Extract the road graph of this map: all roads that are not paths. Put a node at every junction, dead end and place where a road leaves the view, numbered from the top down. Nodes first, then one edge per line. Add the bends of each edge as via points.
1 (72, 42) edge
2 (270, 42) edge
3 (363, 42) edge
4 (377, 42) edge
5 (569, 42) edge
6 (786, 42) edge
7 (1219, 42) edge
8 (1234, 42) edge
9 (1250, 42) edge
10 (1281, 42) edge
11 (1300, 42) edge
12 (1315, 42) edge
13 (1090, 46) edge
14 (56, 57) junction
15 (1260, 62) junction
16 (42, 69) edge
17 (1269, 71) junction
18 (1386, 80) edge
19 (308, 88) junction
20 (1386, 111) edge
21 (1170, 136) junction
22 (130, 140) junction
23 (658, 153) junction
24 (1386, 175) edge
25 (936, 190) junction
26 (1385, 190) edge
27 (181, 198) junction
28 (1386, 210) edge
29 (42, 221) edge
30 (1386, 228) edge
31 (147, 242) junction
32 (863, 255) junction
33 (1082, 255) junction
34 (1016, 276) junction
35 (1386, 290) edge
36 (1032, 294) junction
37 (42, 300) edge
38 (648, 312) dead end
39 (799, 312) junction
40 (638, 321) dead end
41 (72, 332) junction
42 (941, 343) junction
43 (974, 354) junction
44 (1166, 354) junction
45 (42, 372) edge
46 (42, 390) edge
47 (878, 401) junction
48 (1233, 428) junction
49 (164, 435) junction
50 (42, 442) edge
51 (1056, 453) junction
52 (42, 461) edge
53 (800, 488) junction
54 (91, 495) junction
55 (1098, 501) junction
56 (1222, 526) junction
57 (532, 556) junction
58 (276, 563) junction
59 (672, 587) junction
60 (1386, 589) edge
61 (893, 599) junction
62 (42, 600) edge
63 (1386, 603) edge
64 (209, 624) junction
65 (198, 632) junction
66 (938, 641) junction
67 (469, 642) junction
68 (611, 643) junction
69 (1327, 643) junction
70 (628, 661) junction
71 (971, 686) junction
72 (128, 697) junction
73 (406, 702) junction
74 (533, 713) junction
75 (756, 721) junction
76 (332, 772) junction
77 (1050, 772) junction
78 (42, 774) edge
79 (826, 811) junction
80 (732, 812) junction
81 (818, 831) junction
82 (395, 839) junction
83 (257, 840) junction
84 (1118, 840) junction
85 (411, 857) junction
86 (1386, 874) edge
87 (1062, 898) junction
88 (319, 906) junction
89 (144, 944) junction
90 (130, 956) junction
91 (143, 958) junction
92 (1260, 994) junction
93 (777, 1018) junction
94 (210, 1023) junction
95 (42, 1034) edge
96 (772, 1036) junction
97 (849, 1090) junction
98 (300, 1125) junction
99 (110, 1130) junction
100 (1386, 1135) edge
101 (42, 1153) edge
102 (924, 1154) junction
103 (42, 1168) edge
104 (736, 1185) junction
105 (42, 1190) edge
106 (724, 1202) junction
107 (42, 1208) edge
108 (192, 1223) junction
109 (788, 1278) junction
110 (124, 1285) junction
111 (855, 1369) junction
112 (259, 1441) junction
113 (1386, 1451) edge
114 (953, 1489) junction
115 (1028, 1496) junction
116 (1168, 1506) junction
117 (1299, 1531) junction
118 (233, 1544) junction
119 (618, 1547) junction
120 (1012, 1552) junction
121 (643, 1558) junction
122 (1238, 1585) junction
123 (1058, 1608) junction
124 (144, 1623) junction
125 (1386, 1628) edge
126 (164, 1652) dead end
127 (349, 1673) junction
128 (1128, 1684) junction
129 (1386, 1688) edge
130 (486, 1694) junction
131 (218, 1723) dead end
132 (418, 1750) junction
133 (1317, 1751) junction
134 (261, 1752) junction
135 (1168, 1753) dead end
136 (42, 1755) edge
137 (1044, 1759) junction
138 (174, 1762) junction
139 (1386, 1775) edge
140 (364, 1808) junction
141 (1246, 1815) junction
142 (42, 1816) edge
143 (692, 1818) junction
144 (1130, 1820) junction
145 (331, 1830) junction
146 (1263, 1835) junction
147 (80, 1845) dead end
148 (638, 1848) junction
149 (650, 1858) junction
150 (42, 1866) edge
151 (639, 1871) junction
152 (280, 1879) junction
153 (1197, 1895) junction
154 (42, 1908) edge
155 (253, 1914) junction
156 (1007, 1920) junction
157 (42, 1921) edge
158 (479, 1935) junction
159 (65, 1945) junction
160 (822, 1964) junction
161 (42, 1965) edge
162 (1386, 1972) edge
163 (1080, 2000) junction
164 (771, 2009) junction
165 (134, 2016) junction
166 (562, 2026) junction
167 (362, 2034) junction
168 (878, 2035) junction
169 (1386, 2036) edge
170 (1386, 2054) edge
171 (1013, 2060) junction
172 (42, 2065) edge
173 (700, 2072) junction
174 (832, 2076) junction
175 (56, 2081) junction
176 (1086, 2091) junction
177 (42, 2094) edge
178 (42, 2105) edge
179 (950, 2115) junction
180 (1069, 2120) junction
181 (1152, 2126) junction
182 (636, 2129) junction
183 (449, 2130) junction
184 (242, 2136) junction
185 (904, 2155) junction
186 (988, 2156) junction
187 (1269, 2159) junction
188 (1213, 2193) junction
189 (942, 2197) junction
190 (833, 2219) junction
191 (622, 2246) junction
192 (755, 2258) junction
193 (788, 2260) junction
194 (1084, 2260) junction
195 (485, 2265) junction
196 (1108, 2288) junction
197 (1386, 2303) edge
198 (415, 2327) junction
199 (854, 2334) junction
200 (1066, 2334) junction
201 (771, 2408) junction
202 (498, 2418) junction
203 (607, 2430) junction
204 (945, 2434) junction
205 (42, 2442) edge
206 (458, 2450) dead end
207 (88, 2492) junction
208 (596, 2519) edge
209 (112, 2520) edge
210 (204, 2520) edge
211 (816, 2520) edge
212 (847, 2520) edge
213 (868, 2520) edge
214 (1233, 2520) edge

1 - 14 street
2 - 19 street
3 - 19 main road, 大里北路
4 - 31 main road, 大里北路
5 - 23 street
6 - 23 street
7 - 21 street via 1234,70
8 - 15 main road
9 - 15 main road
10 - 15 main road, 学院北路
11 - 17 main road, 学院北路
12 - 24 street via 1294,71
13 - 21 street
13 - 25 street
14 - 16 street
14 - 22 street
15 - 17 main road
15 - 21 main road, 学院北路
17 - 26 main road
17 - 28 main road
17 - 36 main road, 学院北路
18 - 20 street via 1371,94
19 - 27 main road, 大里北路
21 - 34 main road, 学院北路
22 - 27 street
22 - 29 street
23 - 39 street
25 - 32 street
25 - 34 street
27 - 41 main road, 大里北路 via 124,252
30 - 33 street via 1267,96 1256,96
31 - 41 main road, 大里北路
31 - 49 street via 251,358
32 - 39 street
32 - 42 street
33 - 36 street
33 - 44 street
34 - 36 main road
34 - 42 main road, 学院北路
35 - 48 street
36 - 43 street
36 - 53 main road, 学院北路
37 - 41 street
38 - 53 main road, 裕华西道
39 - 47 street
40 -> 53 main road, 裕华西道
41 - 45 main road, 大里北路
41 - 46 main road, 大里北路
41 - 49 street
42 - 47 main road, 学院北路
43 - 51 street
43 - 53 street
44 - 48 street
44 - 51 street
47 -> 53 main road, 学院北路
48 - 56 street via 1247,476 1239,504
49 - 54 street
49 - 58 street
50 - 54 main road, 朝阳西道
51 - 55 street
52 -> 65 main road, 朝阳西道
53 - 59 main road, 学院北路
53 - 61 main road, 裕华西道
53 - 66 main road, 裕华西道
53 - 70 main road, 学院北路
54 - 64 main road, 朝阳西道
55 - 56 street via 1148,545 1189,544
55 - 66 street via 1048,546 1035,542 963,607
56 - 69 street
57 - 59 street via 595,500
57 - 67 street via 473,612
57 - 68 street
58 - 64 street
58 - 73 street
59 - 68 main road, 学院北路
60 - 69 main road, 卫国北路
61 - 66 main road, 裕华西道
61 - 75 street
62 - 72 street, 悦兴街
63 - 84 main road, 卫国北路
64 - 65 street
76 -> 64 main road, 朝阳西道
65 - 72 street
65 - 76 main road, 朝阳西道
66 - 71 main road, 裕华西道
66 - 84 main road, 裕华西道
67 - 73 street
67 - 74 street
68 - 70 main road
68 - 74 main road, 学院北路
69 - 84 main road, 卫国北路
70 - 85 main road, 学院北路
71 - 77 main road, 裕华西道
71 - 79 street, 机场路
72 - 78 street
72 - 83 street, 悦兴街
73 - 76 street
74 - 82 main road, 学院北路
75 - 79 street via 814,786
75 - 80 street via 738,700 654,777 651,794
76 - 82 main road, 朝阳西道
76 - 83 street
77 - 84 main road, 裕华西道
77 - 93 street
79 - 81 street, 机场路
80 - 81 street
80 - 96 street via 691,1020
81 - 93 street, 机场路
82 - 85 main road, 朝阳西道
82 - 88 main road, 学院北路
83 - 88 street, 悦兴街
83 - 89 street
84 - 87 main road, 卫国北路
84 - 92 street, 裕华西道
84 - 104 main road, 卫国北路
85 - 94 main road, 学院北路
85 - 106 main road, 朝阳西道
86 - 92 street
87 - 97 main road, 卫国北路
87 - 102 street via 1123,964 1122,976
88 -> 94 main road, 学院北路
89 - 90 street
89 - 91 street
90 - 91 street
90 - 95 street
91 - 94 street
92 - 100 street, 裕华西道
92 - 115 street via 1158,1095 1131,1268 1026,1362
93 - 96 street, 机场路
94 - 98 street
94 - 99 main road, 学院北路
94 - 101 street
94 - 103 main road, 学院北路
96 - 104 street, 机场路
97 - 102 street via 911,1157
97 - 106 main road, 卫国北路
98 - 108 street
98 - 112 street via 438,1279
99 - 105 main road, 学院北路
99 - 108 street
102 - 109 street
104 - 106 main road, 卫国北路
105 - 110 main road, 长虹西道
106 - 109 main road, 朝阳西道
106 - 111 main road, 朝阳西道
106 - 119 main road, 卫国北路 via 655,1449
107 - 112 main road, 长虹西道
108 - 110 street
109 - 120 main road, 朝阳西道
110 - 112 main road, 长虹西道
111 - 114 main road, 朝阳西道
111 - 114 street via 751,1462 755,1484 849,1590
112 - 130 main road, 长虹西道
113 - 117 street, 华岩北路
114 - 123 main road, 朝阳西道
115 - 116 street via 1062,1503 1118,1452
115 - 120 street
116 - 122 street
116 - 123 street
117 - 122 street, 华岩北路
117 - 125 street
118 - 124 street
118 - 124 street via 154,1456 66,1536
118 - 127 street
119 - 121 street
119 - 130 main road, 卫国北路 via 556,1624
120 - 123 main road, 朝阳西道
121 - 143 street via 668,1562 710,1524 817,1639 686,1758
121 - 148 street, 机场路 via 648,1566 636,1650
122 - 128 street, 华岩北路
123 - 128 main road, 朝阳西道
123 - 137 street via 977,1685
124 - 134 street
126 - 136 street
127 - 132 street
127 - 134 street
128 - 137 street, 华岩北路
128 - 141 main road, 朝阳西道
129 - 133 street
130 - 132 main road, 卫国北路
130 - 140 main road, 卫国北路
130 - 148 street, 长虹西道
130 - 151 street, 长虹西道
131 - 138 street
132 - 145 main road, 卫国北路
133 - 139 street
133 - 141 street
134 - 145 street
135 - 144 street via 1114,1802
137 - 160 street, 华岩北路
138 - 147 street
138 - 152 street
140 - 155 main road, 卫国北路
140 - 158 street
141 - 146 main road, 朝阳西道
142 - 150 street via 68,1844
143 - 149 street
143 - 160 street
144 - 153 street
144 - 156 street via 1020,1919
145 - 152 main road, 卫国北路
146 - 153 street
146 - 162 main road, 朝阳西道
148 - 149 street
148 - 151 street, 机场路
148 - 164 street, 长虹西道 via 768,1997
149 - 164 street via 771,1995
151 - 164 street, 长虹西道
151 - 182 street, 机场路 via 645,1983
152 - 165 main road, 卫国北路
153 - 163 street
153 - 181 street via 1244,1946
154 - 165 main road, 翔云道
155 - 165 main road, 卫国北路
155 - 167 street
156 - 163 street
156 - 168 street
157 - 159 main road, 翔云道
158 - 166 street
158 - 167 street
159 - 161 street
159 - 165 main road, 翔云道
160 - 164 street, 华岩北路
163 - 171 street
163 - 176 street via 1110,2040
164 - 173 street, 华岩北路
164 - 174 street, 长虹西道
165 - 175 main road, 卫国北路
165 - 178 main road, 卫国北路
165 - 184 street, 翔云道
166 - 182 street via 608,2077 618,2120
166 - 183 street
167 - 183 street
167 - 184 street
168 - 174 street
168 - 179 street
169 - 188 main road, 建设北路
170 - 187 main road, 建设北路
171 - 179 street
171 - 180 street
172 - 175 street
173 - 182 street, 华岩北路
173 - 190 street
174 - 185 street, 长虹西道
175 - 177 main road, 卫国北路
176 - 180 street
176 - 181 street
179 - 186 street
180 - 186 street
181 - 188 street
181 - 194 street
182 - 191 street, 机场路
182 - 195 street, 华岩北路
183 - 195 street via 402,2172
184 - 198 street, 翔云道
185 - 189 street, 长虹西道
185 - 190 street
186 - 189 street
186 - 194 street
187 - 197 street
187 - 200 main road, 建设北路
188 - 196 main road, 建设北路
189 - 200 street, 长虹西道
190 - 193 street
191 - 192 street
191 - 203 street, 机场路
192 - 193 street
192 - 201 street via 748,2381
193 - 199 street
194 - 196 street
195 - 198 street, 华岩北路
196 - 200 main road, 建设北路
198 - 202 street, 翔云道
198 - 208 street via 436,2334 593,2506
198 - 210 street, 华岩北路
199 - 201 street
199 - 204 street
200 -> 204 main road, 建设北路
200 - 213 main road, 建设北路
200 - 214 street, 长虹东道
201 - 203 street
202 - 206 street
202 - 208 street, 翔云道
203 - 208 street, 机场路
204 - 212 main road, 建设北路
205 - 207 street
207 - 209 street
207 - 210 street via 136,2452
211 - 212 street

++++++++++++++++++++

Copy here each line of the preceding records with "建设北路" in it.

__Answer to this exercise__
169 - 188 main road, 建设北路
170 - 187 main road, 建设北路
187 - 200 main road, 建设北路
188 - 196 main road, 建设北路
196 - 200 main road, 建设北路
200 -> 204 main road, 建设北路
200 - 213 main road, 建设北路
204 - 212 main road, 建设北路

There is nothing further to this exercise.